ショートメッセージ

 
「最も小さい者こそ最も偉い」
ルカによる福音書9章46~48節
牧師 久保島 理惠

「わたしの名のためにこの子供を受け入れる者は、
わたしを受け入れるのである。わたしを受け入れる者は、
わたしをお遣わしになった方を受け入れるのである。
あなたがた皆の中で最も小さい者こそ、最も偉い者である。」
   (ルカによる福音書9章48節)

 弟子たちは、自分たちの中でだれがいちばん偉いかと議論していました。だれもが偉い者でありたいのです。彼らは自分を大きく見せることに夢中になっています。するとイエスさまは一人の子どもを連れて来られました。

 子どもは小さく弱い存在です。しかしイエスさまはそういう存在に目を留めて、その傍らに立ってくださいます。なぜなら、神の子でありながら身を低くして人となり、十字架を背負って死んでくださるほど、御自身を徹底的にむなしくしてくださる救い主だからです。

 イエスさまを受け入れるとは、十字架の主を信じることです。

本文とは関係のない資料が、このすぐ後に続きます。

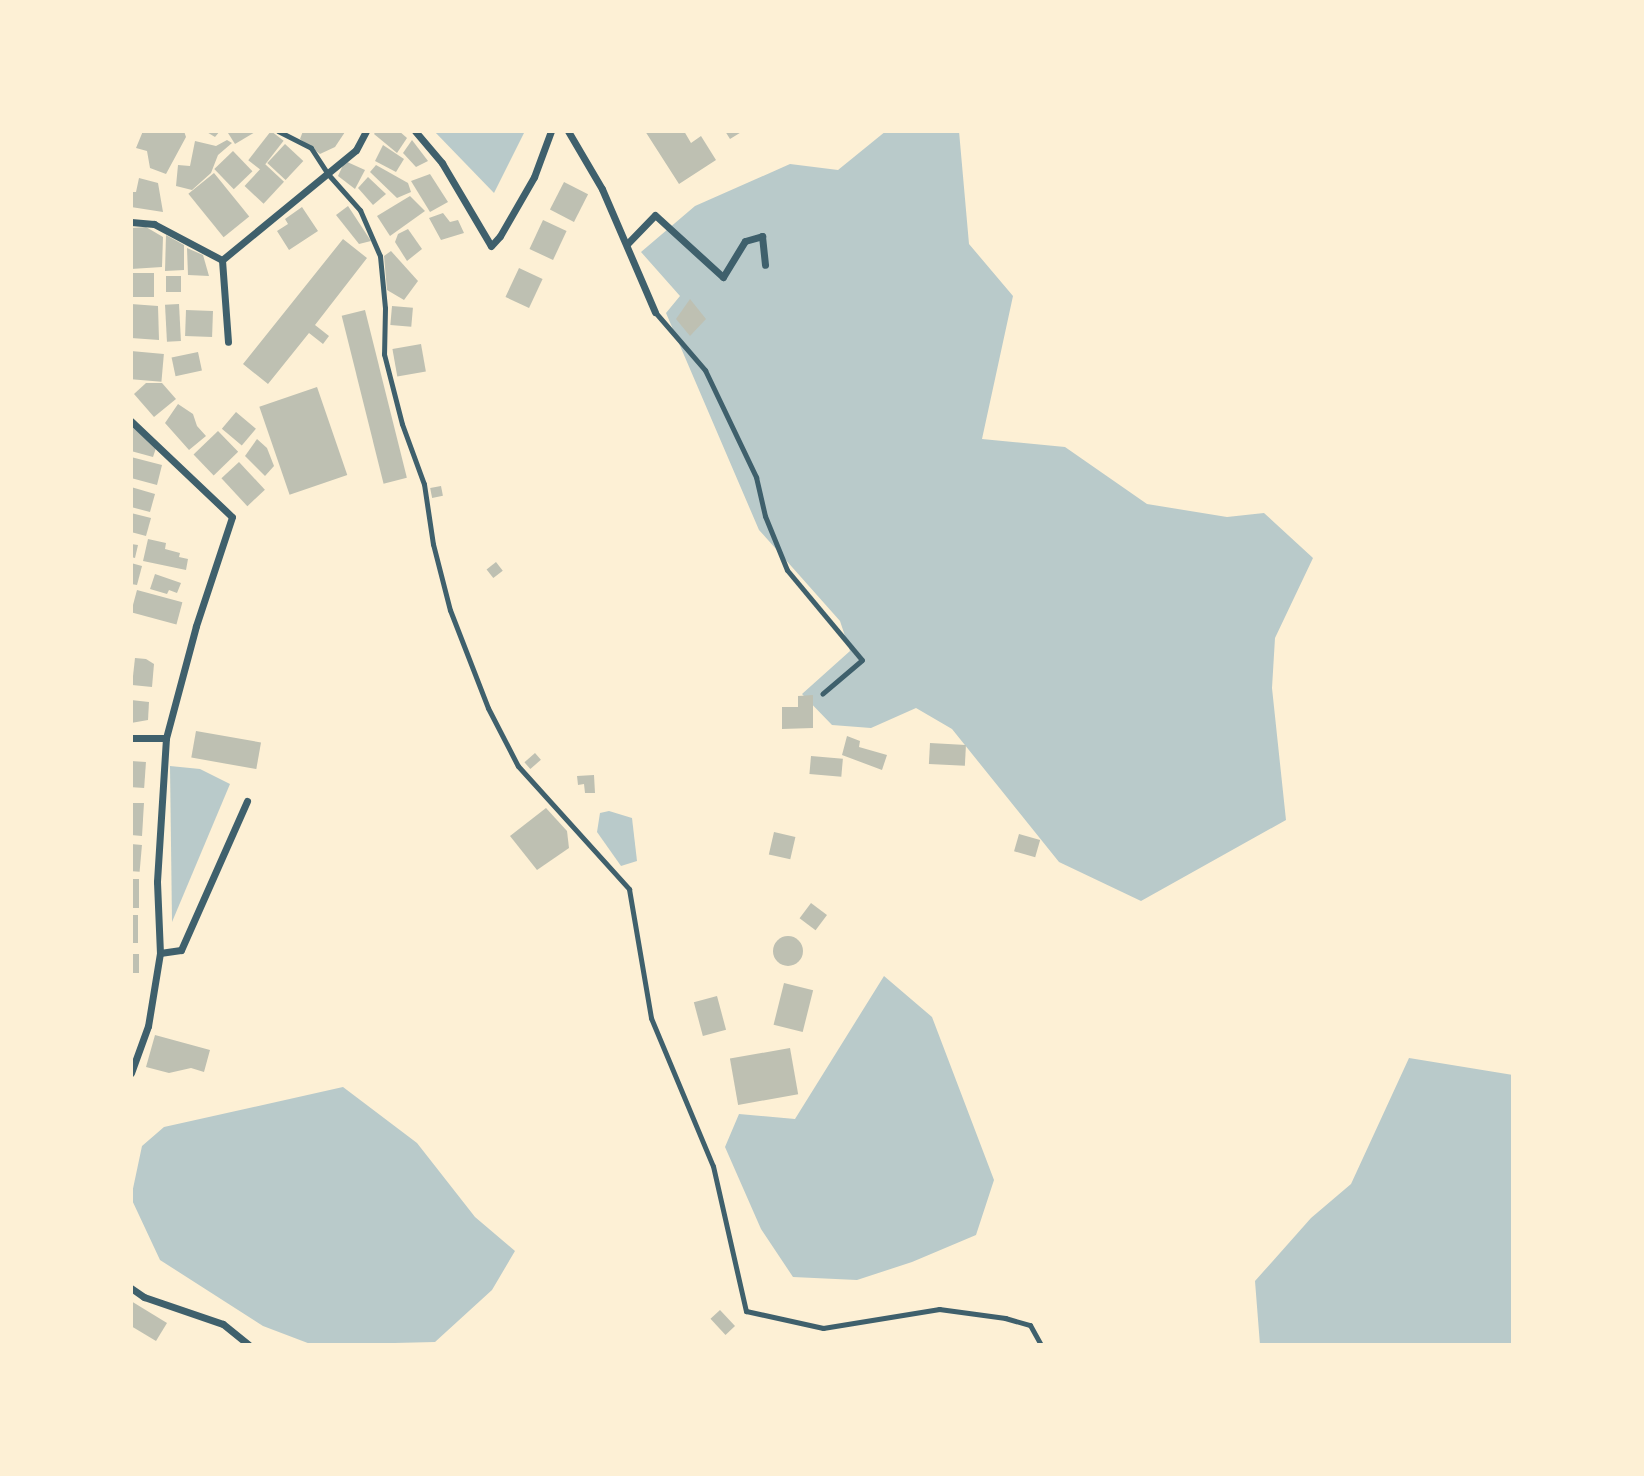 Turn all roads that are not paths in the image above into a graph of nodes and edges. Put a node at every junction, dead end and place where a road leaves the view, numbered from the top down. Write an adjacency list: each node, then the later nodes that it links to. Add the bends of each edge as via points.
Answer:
1 (278, 131): 6 (lane, via 311,148)
2 (366, 131): 6 (street, via 356,150)
3 (415, 131): 4 (street, via 442,163 491,246 534,177)
4 (551, 131)
5 (568, 131): 8 (street, via 602,189)
6 (327, 173): 9 (street); 22 (lane, via 360,211 380,256 386,308 384,354 424,484 450,610 488,708 518,766 629,888 651,1018 713,1166 746,1311 823,1328 939,1309 1030,1325)
7 (131, 222): 9 (street, via 154,224)
8 (626, 244): 10 (street, via 655,215 723,276 745,241 762,236); 11 (street)
9 (222, 260): 12 (street)
10 (765, 265)
11 (655, 313): 14 (lane, via 705,370 756,477 765,516 787,570 862,660)
12 (228, 342)
13 (131, 421): 15 (street, via 232,517)
14 (822, 694)
15 (166, 737): 16 (street); 18 (street, via 157,883)
16 (131, 738)
17 (247, 801): 18 (street, via 181,950)
18 (160, 953): 19 (street, via 148,1026)
19 (131, 1073)
20 (131, 1288): 21 (street, via 144,1297 223,1324)
21 (249, 1345)
22 (1041, 1345) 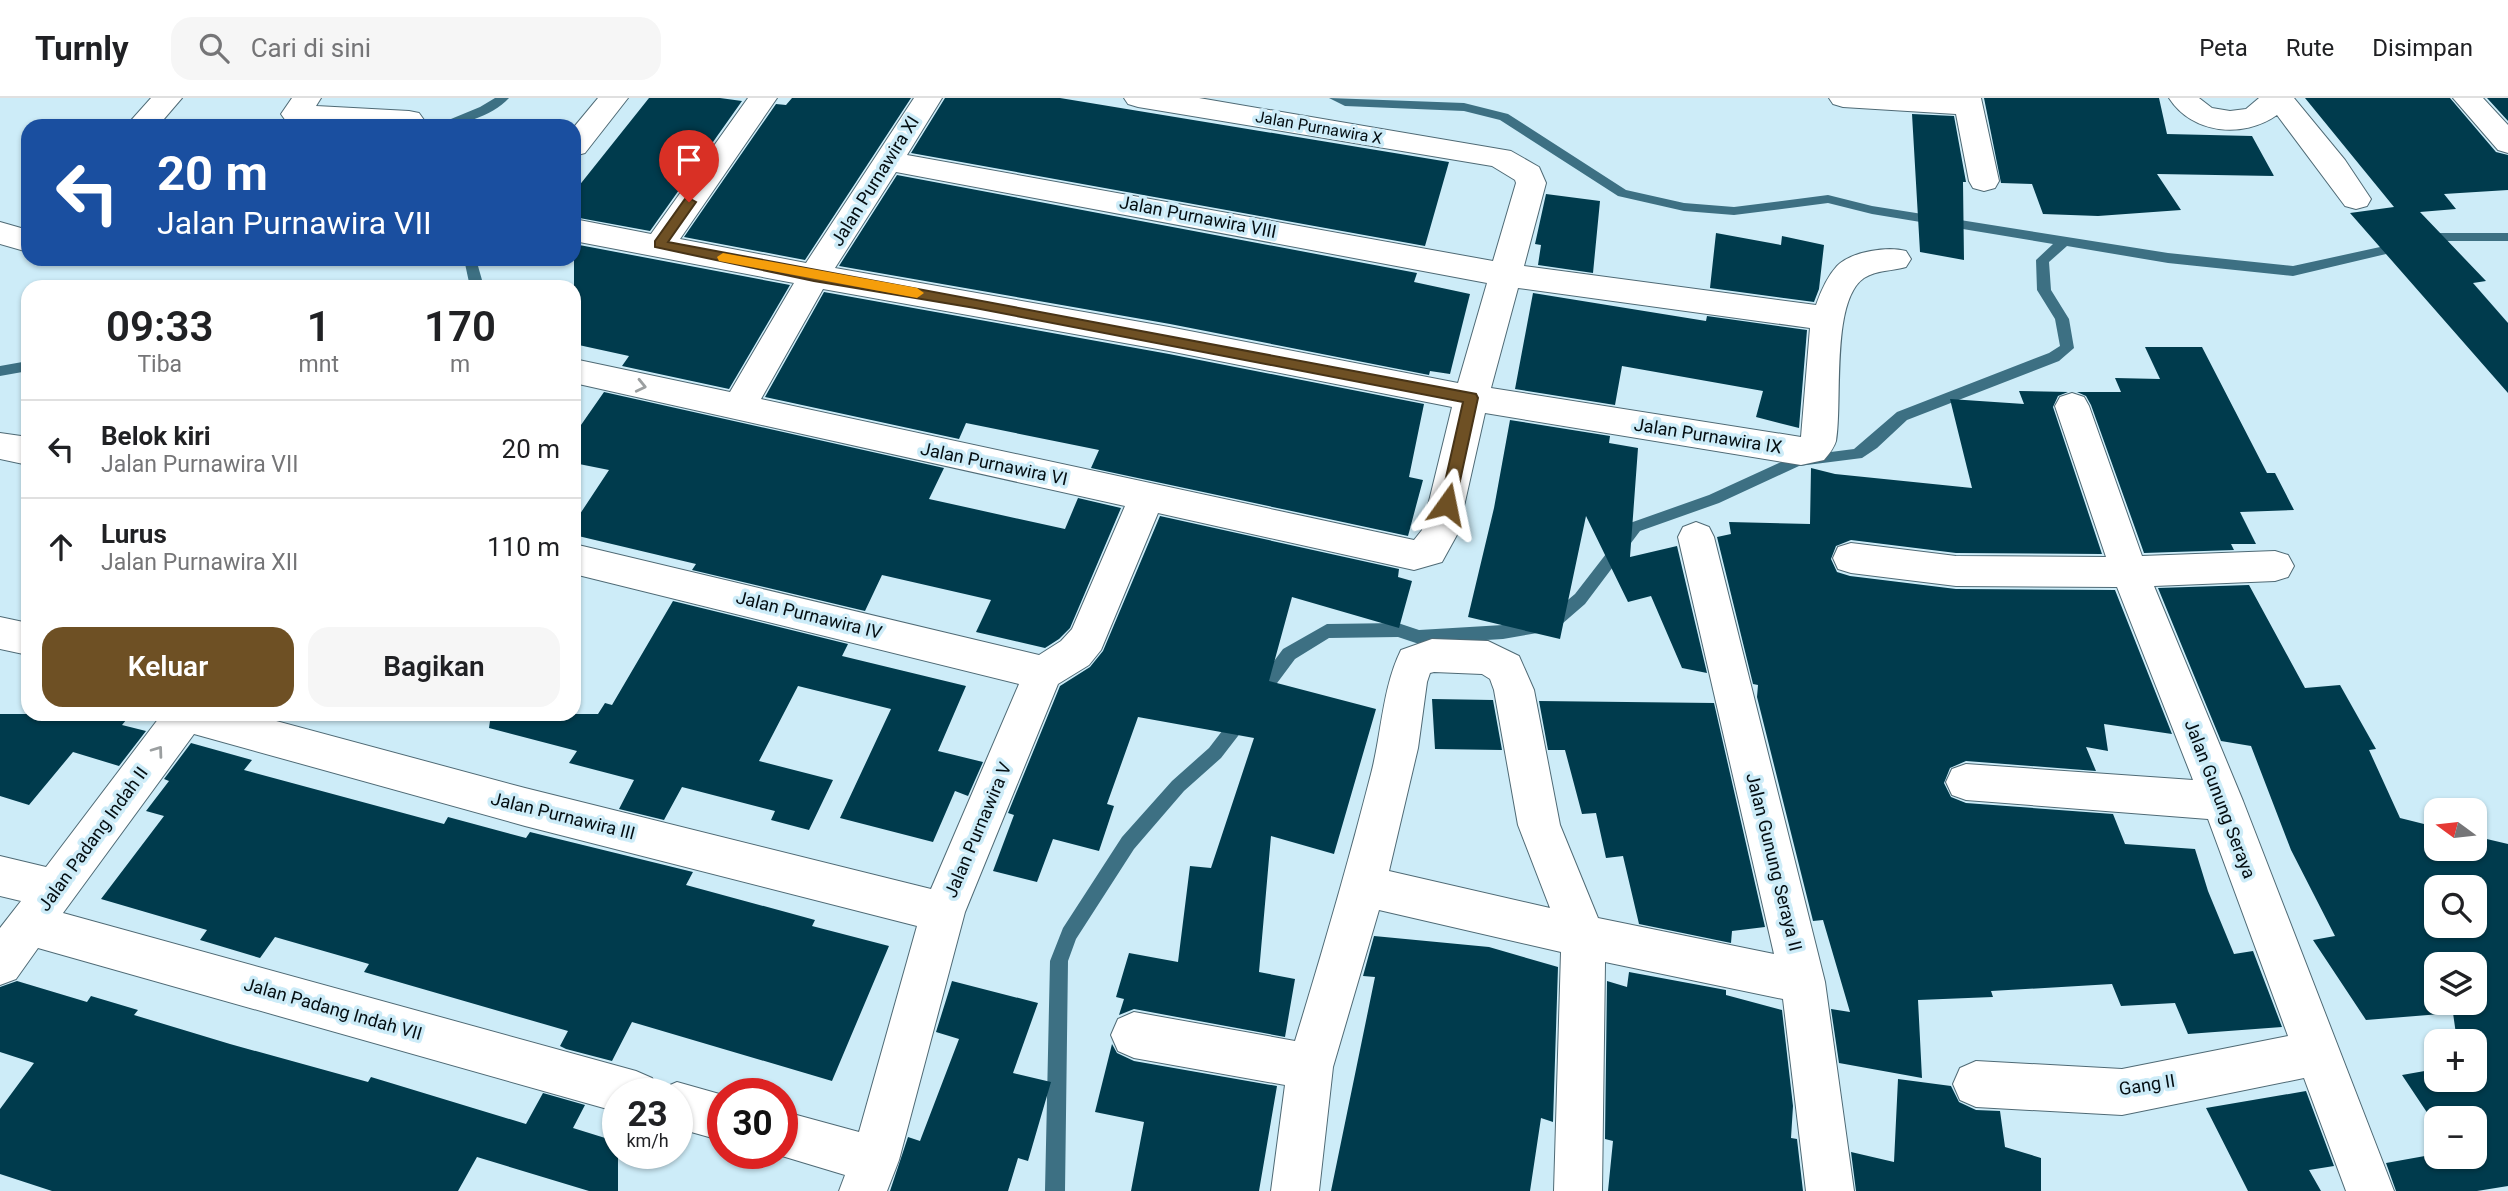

この信仰に生きる者は、自らもイエスさまが向かわれた低きところに目を向けるようになります。小さな者をまるでイエスさまをお迎えするように受け入れ、その隣り人になるのです。

それは、自分のことしか考えられなかった人間が、イエスさまによって愛をもって生きる者へと変えられていく瞬間です。イエスさまによって与えられた罪の赦しと復活の命がその身に実現する瞬間です。そしてそのとき、本当にイエスさまを受け入れたことになるのです。